I was Sued With An Intellectual property lawsuit, now what?
Being served with a lawsuit is stressful, especially when it’s against your business and involves your valuable intellectual property. After being served, there are serious deadlines you do not want to miss to best protect all your legal rights. For more information on being served with a lawsuit generally click here.
THE SUMMONS AND COMPLAINT
Intellectual property lawsuits involve patents, trademarks, trade secrets, and copyright.
A lawsuit often begins when someone believes their intellectual property is being used without permission by another individual or business. A complaint names the parties involved and provides detailed allegations that form the basis of the lawsuit. The complaint may be filed in either state court or federal court, depending on the circumstances.
But, It’s my intellectual property
Intellectual property is a complex area of the law. Sometimes individuals do not even know they are infringing on another’s intellectual property. Sometimes individuals are blindsided with a lawsuit because they have been using a particular trademark, name, or logo for years with no issue. Other times individuals believe they created the very thing another person claims to own.
We can help you determine the best course of action if you’re served with a lawsuit alleging intellectual property infringement
- Challenging the allegations in the complaint for not stating a valid claim;
- Denying that owner has proved infringement;
- Asserting counterclaims claiming ownership of the property;
- Asserting appropriate defenses; and/or
- Negotiating a settlement of the lawsuit by, for example, agreeing to take certain actions to avoid the likelihood of confusion.
What Should I do Now?
After being served a lawsuit, you must respond with an “answer.” You’ll need to contact an attorney as soon as possible so they can assist you in drafting an answer. The answer deadline is very important. Ignoring a summons and complaint is not the solution. Not answering a lawsuit can result in default judgment automatically being entered against you. Default judgment will likely result in a large court judgment against yourself or your company.
WHAT ELSE SHOULD I KNOW?
After being served a lawsuit, do not destroy any documents. Collect and organize all important documents related to the claims.
When considering options, keep in mind that litigation is expensive and time-consuming, and it can take years before a court delivers a decision.
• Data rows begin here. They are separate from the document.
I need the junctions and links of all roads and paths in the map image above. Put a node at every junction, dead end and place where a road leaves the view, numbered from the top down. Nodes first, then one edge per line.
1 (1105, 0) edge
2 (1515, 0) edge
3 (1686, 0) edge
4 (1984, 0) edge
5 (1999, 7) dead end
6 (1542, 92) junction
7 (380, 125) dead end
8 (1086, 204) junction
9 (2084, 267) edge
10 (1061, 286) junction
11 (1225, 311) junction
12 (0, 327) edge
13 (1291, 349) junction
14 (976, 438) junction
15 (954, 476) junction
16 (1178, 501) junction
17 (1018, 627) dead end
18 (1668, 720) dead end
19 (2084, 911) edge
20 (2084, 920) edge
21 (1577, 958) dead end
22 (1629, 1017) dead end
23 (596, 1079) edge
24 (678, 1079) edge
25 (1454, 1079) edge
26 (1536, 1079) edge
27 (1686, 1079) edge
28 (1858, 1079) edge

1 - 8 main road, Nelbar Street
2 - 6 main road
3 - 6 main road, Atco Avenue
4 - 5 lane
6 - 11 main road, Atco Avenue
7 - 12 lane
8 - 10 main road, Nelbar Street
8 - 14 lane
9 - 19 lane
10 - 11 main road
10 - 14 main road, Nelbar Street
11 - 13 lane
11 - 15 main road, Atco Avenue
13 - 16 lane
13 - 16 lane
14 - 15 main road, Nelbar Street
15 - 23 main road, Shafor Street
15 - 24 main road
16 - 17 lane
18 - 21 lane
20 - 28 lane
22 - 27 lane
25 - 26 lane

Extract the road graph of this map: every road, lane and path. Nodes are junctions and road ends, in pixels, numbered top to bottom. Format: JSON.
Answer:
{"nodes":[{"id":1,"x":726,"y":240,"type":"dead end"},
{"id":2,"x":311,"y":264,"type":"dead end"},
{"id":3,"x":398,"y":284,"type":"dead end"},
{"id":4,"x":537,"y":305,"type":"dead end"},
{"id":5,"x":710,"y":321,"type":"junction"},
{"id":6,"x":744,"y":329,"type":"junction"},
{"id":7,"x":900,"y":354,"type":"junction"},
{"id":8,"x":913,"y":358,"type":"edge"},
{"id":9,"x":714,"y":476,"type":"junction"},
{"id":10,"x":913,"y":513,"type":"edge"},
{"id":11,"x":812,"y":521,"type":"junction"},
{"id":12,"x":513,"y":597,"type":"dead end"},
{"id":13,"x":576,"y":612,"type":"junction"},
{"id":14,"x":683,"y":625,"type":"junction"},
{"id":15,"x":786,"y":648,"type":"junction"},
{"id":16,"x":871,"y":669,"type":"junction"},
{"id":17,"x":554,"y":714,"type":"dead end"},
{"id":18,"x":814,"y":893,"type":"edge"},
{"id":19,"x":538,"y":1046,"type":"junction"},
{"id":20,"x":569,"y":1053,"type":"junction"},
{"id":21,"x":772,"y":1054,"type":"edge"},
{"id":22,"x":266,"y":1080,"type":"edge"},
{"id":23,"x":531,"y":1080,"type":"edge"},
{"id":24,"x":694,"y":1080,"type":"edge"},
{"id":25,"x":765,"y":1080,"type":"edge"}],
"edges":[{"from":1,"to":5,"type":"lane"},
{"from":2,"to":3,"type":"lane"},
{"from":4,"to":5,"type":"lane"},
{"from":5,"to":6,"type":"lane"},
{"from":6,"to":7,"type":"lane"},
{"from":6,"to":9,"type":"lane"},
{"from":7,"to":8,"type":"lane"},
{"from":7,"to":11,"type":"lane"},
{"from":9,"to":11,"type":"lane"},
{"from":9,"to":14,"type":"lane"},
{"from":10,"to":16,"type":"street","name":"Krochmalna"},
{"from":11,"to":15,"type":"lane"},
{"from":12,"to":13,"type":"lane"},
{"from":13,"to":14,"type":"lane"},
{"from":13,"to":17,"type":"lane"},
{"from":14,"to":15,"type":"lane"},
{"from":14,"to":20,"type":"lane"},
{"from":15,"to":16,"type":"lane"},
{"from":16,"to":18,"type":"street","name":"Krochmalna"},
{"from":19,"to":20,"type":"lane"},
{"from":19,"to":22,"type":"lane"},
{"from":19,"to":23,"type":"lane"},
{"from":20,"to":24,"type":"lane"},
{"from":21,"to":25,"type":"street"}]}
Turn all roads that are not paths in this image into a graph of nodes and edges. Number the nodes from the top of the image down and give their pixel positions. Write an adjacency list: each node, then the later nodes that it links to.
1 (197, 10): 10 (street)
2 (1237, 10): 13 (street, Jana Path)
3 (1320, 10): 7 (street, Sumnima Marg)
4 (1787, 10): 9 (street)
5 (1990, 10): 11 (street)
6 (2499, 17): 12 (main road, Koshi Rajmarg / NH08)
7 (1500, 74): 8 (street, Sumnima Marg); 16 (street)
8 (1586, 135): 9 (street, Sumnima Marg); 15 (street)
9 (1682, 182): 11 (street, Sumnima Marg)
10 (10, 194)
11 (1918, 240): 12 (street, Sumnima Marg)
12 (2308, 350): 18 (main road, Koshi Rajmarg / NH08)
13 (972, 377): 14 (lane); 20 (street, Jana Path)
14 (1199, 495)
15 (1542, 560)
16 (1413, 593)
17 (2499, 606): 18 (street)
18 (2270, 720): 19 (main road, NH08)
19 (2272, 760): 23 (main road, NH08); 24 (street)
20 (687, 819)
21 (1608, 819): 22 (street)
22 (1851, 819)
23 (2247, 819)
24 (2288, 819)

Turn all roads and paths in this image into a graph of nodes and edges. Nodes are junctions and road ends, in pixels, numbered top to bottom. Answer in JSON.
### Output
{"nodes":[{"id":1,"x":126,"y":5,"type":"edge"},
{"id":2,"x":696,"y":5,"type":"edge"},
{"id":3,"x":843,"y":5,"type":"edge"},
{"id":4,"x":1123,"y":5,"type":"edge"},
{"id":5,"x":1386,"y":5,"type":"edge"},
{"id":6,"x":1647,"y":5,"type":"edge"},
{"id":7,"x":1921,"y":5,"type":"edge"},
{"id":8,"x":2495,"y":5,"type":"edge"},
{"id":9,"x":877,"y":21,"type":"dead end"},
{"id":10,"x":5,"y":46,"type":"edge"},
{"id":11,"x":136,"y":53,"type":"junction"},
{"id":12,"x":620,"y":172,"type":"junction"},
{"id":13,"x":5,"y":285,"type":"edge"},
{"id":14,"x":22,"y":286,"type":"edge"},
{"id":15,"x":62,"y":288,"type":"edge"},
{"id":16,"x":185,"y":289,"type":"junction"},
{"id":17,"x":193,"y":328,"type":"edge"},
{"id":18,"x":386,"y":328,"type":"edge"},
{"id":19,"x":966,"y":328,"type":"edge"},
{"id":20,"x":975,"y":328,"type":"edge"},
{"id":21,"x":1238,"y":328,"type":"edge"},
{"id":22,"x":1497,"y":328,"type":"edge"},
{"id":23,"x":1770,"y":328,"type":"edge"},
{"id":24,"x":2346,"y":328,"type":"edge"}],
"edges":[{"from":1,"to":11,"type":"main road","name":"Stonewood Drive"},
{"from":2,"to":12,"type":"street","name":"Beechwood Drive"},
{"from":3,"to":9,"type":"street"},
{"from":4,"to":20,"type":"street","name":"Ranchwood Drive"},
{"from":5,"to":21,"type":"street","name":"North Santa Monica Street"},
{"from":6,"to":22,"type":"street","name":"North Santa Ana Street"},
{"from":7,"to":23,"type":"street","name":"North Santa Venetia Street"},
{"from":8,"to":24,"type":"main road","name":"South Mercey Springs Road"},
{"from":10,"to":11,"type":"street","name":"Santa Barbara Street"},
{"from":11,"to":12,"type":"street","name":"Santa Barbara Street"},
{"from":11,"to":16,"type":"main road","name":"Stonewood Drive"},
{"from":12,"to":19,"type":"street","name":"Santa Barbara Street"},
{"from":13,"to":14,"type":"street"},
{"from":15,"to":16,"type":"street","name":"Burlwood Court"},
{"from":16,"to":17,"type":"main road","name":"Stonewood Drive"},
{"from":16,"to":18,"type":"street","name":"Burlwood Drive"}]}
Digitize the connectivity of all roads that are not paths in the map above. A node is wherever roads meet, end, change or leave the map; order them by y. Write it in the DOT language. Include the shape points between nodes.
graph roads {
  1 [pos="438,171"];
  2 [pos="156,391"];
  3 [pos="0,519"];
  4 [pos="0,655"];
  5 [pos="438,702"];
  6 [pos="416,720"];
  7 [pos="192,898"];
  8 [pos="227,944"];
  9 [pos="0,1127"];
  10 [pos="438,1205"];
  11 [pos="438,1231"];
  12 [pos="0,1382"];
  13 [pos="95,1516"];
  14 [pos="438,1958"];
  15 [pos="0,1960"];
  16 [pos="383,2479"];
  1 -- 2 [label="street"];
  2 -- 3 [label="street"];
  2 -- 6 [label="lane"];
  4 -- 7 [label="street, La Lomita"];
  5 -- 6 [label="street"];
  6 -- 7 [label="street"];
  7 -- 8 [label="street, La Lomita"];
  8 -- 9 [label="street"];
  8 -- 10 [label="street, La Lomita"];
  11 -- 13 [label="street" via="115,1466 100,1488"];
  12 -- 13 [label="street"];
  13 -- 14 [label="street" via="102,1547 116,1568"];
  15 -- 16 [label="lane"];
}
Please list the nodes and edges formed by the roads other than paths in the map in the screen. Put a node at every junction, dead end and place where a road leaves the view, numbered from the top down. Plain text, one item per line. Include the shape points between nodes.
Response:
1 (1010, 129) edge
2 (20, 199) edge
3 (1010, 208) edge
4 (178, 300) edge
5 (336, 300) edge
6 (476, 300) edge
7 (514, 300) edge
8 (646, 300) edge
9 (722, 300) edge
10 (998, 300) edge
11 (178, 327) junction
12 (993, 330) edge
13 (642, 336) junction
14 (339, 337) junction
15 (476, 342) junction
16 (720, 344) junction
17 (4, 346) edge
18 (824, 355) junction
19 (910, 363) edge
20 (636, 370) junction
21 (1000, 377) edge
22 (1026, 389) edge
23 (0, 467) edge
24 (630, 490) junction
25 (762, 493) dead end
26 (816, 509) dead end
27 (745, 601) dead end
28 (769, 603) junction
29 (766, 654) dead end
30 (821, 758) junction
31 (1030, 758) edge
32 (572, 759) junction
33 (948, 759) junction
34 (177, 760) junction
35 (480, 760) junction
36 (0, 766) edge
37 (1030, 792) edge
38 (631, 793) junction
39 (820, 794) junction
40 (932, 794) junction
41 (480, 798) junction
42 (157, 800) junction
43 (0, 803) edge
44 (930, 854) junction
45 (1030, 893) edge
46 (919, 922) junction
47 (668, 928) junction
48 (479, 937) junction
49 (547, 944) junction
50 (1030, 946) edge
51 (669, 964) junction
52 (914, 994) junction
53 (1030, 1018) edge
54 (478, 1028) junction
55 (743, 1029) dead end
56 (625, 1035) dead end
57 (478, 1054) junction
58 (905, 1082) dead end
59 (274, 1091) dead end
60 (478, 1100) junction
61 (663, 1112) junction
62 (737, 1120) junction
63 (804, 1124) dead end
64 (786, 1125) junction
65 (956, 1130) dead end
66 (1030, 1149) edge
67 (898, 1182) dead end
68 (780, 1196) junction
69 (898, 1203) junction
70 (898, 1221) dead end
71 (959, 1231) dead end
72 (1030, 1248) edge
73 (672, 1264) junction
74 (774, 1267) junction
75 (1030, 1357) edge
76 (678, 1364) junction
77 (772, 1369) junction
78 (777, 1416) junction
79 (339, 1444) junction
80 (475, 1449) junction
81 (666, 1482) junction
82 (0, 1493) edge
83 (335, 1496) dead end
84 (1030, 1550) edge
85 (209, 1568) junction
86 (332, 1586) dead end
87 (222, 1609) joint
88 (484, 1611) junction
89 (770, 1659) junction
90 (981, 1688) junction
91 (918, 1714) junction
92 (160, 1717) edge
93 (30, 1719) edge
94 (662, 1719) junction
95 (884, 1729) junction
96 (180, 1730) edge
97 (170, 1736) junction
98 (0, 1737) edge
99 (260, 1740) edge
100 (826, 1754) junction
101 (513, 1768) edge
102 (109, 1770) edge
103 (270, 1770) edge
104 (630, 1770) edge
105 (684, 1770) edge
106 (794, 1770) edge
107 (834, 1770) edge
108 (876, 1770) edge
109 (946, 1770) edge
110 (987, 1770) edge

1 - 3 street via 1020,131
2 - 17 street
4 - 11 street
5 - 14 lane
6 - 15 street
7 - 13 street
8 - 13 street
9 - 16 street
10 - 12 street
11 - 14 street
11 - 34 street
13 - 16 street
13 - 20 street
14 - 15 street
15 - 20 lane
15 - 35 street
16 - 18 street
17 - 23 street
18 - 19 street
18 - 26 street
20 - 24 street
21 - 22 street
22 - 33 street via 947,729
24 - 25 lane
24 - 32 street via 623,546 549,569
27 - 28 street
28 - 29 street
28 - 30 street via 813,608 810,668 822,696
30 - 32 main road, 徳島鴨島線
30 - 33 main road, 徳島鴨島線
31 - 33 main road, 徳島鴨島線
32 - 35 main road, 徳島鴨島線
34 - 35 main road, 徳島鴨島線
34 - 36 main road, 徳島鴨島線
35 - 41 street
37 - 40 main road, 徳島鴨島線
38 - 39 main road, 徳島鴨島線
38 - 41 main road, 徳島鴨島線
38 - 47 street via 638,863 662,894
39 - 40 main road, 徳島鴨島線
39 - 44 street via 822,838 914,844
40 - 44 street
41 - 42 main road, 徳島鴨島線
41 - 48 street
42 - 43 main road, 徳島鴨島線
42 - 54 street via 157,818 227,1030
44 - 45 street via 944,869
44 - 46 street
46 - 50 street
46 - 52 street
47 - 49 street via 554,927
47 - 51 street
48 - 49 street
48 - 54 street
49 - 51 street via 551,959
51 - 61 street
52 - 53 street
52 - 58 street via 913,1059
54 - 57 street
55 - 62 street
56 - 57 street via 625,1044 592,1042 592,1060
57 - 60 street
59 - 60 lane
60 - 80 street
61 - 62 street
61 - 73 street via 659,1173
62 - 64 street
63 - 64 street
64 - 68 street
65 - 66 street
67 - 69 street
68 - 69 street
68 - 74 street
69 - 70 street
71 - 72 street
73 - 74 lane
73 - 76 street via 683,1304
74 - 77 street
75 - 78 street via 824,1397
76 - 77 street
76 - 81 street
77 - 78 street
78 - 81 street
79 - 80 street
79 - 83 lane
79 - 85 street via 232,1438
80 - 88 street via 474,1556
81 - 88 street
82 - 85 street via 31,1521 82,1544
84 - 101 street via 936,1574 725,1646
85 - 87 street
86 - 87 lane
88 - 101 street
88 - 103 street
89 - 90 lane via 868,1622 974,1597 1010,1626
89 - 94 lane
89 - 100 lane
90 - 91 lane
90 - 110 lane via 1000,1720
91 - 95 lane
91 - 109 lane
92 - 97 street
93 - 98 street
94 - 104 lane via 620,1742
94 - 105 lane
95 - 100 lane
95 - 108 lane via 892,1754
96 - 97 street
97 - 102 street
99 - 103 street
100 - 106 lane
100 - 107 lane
Intellectual property lawsuits generally take at least 18 months. After a defendant provides an answer, the plaintiff gets to respond to any counterclaims brought in the answer. Then the court will calendar a scheduling conference about 30 days later. Generally, courts schedule trial about 12-18 months after the scheduling conference, which allows for about 8-12 months of discovery.
Being served with a summons and complaint can be nerve-racking. There are important deadlines to be aware of and doing nothing is not the answer. Murdock Law has litigated complex intellectual property disputes in the past, call us at 844-744-7529 if you have been served with a lawsuit and need help with what to do next.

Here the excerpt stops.